> [Task to carry out]: Could you copy every line of the data that contains "Drive"?

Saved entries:

════

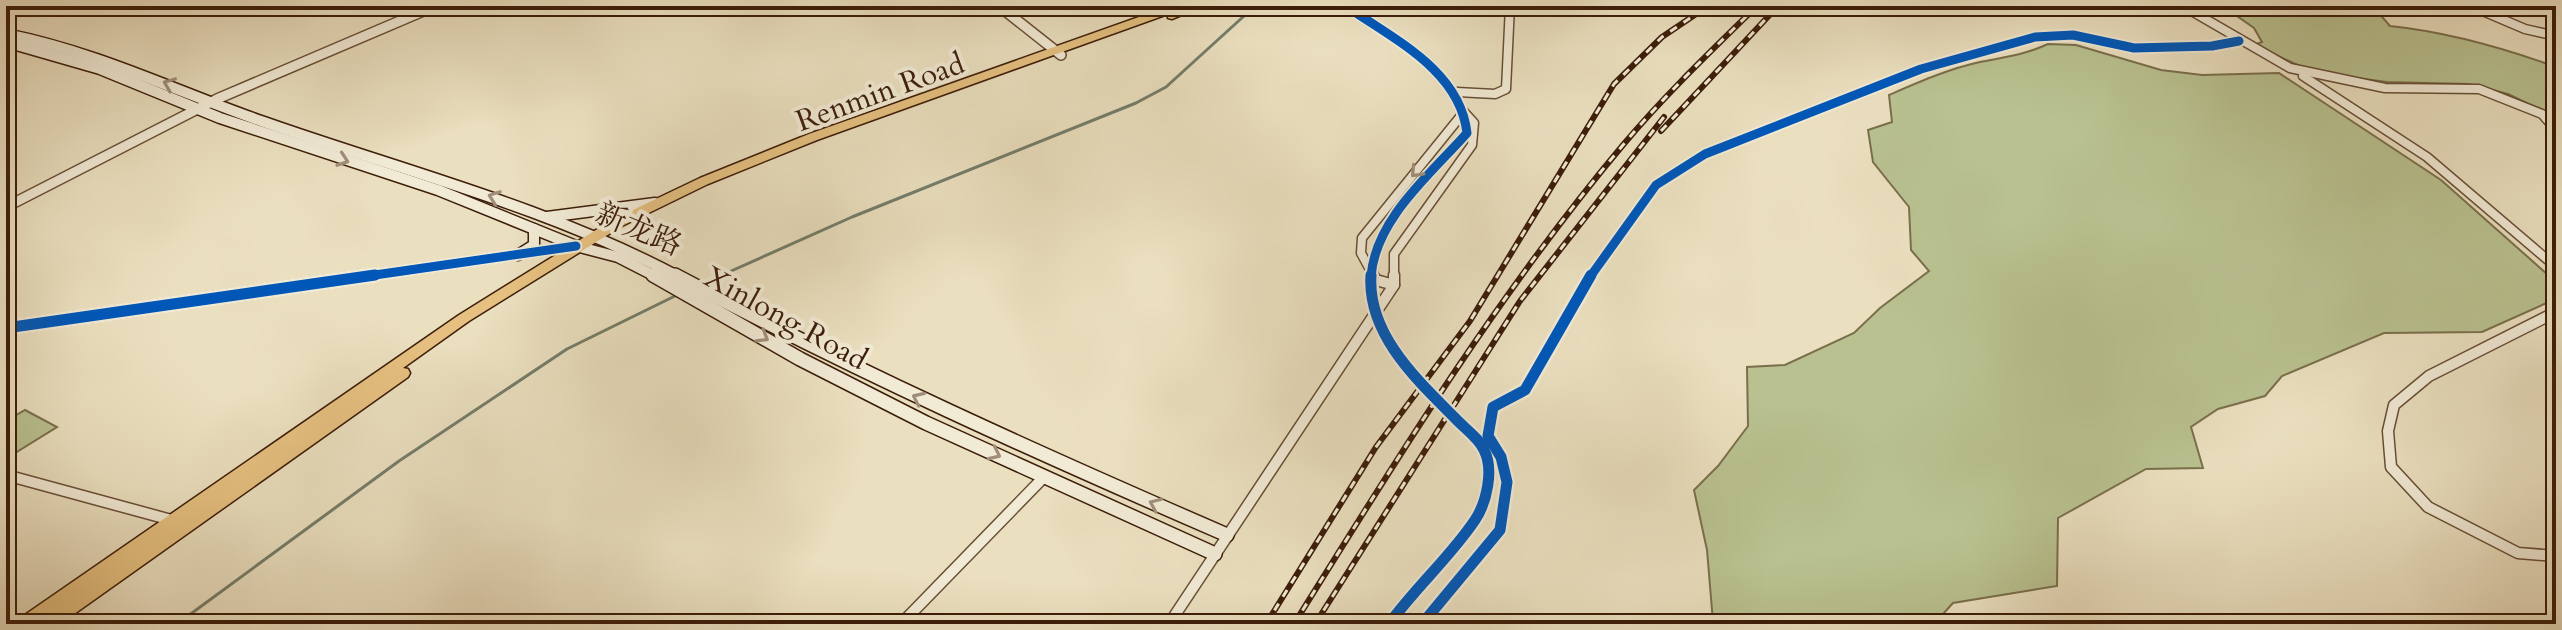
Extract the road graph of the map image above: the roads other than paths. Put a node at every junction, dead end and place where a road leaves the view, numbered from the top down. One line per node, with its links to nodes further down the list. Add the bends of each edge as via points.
1 (435, 6): 16 (street)
2 (999, 6): 13 (street)
3 (1180, 6): 13 (main road, Renmin Road)
4 (1198, 6): 13 (main road, Renmin Road)
5 (1346, 6): 15 (street)
6 (1510, 6): 15 (street, via 1506,89 1495,94)
7 (2183, 6): 11 (street)
8 (2471, 6): 10 (street)
9 (6, 34): 16 (main road, 新龙路, one-way to 9, via 65,46)
10 (2556, 36)
11 (2239, 41): 14 (street); 42 (street, via 2134,48 2073,35 2035,37 1921,69 1744,136 1680,167 1656,185 1611,243 1525,390 1493,407 1488,436 1507,482 1500,530)
12 (6, 42): 17 (main road, Xinlong Road, via 100,69)
13 (1058, 52): 20 (main road, Renmin Road, via 813,137); 24 (main road, Renmin Road, via 773,161)
14 (2290, 68): 19 (street, via 2385,88 2479,89 2542,114); 26 (street, via 2427,157)
15 (1457, 92): 18 (street)
16 (209, 101): 17 (street); 22 (main road, 新龙路, one-way to 16)
17 (194, 108): 21 (street); 23 (main road, Xinlong Road, one-way to 23, via 438,190)
18 (1464, 112): 28 (street, via 1474,123 1472,145 1394,254); 28 (street, one-way to 28, via 1362,238 1361,253 1376,280); 41 (street, bridge, via 1467,133 1387,228 1372,263 1370,293 1381,335 1484,448 1491,471 1476,518)
19 (2556, 130)
20 (662, 201): 22 (main road); 24 (main road, Renmin Road)
21 (6, 207)
22 (542, 217): 24 (main road, 新龙路)
23 (534, 229): 24 (main road, Xinlong Road); 25 (main road, via 534,245)
24 (590, 243): 25 (street); 27 (main road, Xinlong Road); 33 (main road, via 464,318); 38 (main road)
25 (518, 255): 30 (street)
26 (2556, 267)
27 (664, 273): 32 (main road, Xinlong Road, one-way to 32, via 800,359); 34 (main road, 新龙路, one-way to 27, via 1001,437 822,353 710,290)
28 (1394, 285): 34 (street)
29 (2556, 312): 36 (street, via 2429,376 2394,405 2388,431 2391,467 2428,507 2518,553)
30 (8, 330)
31 (6, 475): 33 (street)
32 (1044, 477): 35 (main road, Xinlong Road); 39 (street)
33 (175, 521): 37 (main road)
34 (1227, 535): 35 (street)
35 (1215, 554): 40 (street)
36 (2556, 556)
37 (25, 624)
38 (47, 624)
39 (901, 624)
40 (1169, 624)
41 (1389, 624)
42 (1422, 624)

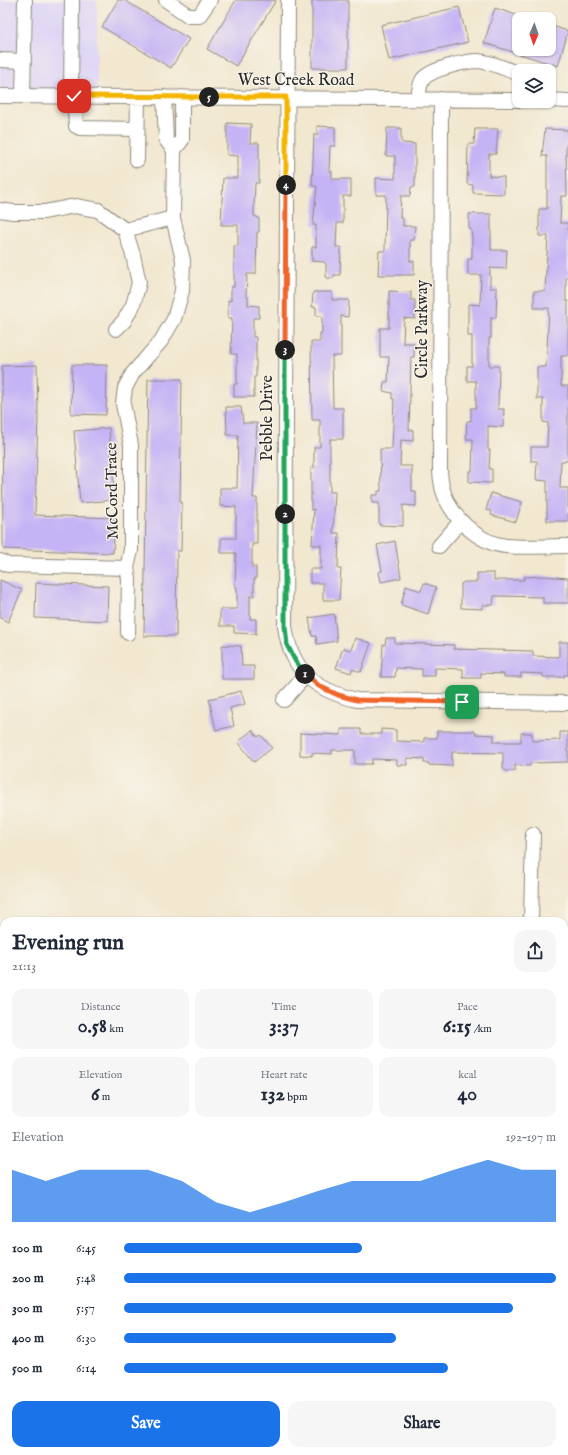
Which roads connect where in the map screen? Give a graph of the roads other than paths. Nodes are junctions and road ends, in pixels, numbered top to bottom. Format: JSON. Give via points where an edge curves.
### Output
{"nodes":[{"id":1,"x":25,"y":0,"type":"edge"},
{"id":2,"x":72,"y":0,"type":"edge"},
{"id":3,"x":166,"y":0,"type":"edge"},
{"id":4,"x":210,"y":0,"type":"edge"},
{"id":5,"x":288,"y":0,"type":"edge"},
{"id":6,"x":0,"y":60,"type":"edge"},
{"id":7,"x":24,"y":61,"type":"junction"},
{"id":8,"x":512,"y":71,"type":"edge"},
{"id":9,"x":0,"y":96,"type":"edge"},
{"id":10,"x":23,"y":96,"type":"junction"},
{"id":11,"x":73,"y":96,"type":"junction"},
{"id":12,"x":138,"y":97,"type":"junction"},
{"id":13,"x":164,"y":97,"type":"junction"},
{"id":14,"x":182,"y":97,"type":"junction"},
{"id":15,"x":286,"y":97,"type":"junction"},
{"id":16,"x":418,"y":99,"type":"junction"},
{"id":17,"x":441,"y":99,"type":"junction"},
{"id":18,"x":512,"y":100,"type":"edge"},
{"id":19,"x":556,"y":100,"type":"edge"},
{"id":20,"x":568,"y":100,"type":"edge"},
{"id":21,"x":137,"y":129,"type":"junction"},
{"id":22,"x":174,"y":150,"type":"junction"},
{"id":23,"x":137,"y":160,"type":"dead end"},
{"id":24,"x":0,"y":210,"type":"edge"},
{"id":25,"x":173,"y":218,"type":"junction"},
{"id":26,"x":125,"y":230,"type":"junction"},
{"id":27,"x":116,"y":329,"type":"dead end"},
{"id":28,"x":461,"y":521,"type":"junction"},
{"id":29,"x":439,"y":546,"type":"dead end"},
{"id":30,"x":568,"y":546,"type":"edge"},
{"id":31,"x":0,"y":561,"type":"edge"},
{"id":32,"x":126,"y":568,"type":"junction"},
{"id":33,"x":128,"y":633,"type":"dead end"},
{"id":34,"x":306,"y":675,"type":"junction"},
{"id":35,"x":284,"y":700,"type":"dead end"},
{"id":36,"x":568,"y":703,"type":"edge"},
{"id":37,"x":533,"y":834,"type":"dead end"},
{"id":38,"x":531,"y":917,"type":"edge"}],
"edges":[{"from":1,"to":7,"type":"street"},
{"from":2,"to":11,"type":"street"},
{"from":3,"to":4,"type":"street","via":[[189,16],[199,16]]},
{"from":5,"to":15,"type":"street","name":"Pebble Drive"},
{"from":6,"to":7,"type":"street"},
{"from":7,"to":10,"type":"street"},
{"from":8,"to":16,"type":"street","via":[[478,61],[456,64],[424,77]]},
{"from":9,"to":10,"type":"street","name":"West Creek Road"},
{"from":10,"to":11,"type":"street","name":"West Creek Road"},
{"from":11,"to":12,"type":"street","name":"West Creek Road"},
{"from":11,"to":21,"type":"street","via":[[76,126]]},
{"from":12,"to":13,"type":"street","name":"West Creek Road"},
{"from":12,"to":21,"type":"street"},
{"from":13,"to":14,"type":"street","name":"West Creek Road"},
{"from":13,"to":22,"type":"street","name":"McCord Trace","via":[[166,140]]},
{"from":14,"to":15,"type":"street","name":"West Creek Road"},
{"from":14,"to":22,"type":"street","name":"McCord Trace","via":[[182,140]]},
{"from":15,"to":16,"type":"street","name":"West Creek Road"},
{"from":15,"to":34,"type":"street","name":"Pebble Drive","via":[[285,626],[287,645]]},
{"from":16,"to":17,"type":"street","name":"West Creek Road"},
{"from":17,"to":18,"type":"street","name":"West Creek Road"},
{"from":17,"to":28,"type":"street","name":"Circle Parkway","via":[[440,469],[442,488],[449,505]]},
{"from":19,"to":20,"type":"street"},
{"from":21,"to":23,"type":"street"},
{"from":22,"to":25,"type":"street","name":"McCord Trace"},
{"from":24,"to":26,"type":"street","via":[[44,212],[75,206],[98,210]]},
{"from":25,"to":26,"type":"street"},
{"from":25,"to":32,"type":"street","name":"McCord Trace","via":[[183,260],[182,291],[174,319],[161,341],[133,373],[125,388],[123,404],[131,445],[131,550]]},
{"from":26,"to":27,"type":"street","via":[[139,282],[133,305]]},
{"from":28,"to":29,"type":"street"},
{"from":28,"to":30,"type":"street","name":"Circle Parkway","via":[[473,532],[496,544]]},
{"from":31,"to":32,"type":"street","via":[[8,564]]},
{"from":32,"to":33,"type":"street","name":"McCord Trace","via":[[129,579]]},
{"from":34,"to":35,"type":"street"},
{"from":34,"to":36,"type":"street","name":"Pebble Drive","via":[[319,686],[357,700]]},
{"from":37,"to":38,"type":"street"}]}
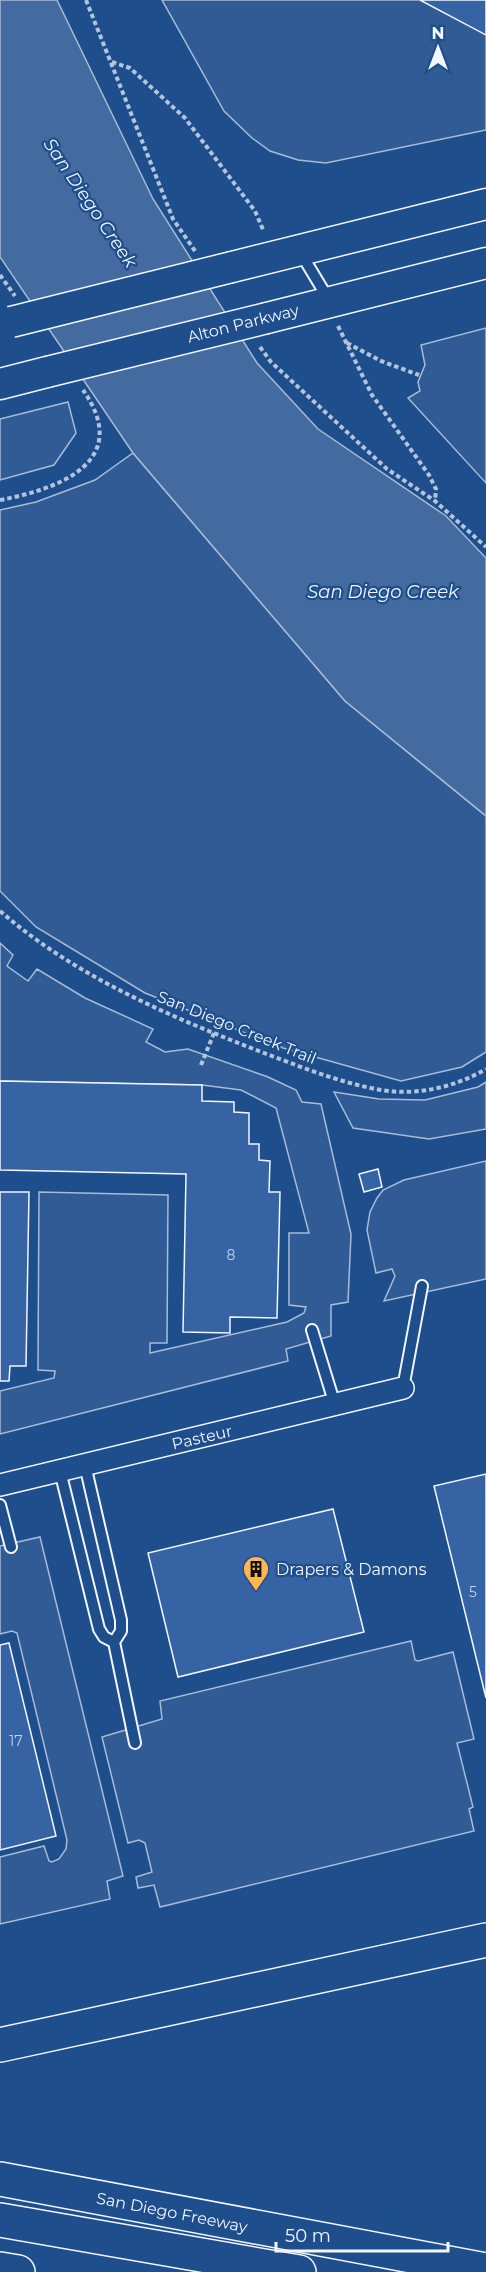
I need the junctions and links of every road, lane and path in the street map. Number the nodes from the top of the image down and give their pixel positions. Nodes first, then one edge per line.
1 (111, 62) dead end
2 (486, 204) edge
3 (264, 232) dead end
4 (298, 250) junction
5 (486, 263) edge
6 (0, 275) edge
7 (332, 311) junction
8 (10, 317) edge
9 (346, 342) junction
10 (419, 375) dead end
11 (0, 384) edge
12 (80, 386) dead end
13 (0, 500) edge
14 (486, 547) edge
15 (0, 911) edge
16 (214, 1033) junction
17 (201, 1065) dead end
18 (486, 1069) edge
19 (422, 1286) dead end
20 (312, 1330) dead end
21 (403, 1388) joint
22 (335, 1405) junction
23 (85, 1465) junction
24 (60, 1471) junction
25 (0, 1485) edge
26 (0, 1505) edge
27 (10, 1547) dead end
28 (114, 1642) junction
29 (135, 1743) dead end
30 (486, 1940) edge
31 (486, 1962) edge
32 (0, 2047) edge
33 (0, 2179) edge
34 (0, 2220) edge
35 (0, 2269) edge
36 (486, 2270) edge
37 (18, 2272) edge
38 (299, 2272) edge

1 - 3 path
2 - 4 main road
4 - 7 lane
4 - 8 main road, bridge
5 - 7 main road, Alton Parkway
6 - 8 path
7 - 9 path
7 - 11 main road, Alton Parkway, bridge
9 - 10 path
9 - 14 path
12 - 13 path
15 - 16 path, San Diego Creek Trail
16 - 17 path
16 - 18 path, San Diego Creek Trail
19 - 21 lane
20 - 22 lane
21 - 22 street, Pasteur
22 - 23 street, Pasteur
23 - 24 street, Pasteur
23 - 28 lane
24 - 25 street, Pasteur
24 - 28 lane
26 - 27 lane
28 - 29 lane
30 - 32 highway
31 - 32 highway
33 - 36 highway, San Diego Freeway
34 - 38 highway
35 - 37 highway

════

> [The answer]:
{"from":5,"to":15,"type":"street","name":"Pebble Drive"},
{"from":15,"to":34,"type":"street","name":"Pebble Drive","via":[[285,626],[287,645]]},
{"from":34,"to":36,"type":"street","name":"Pebble Drive","via":[[319,686],[357,700]]},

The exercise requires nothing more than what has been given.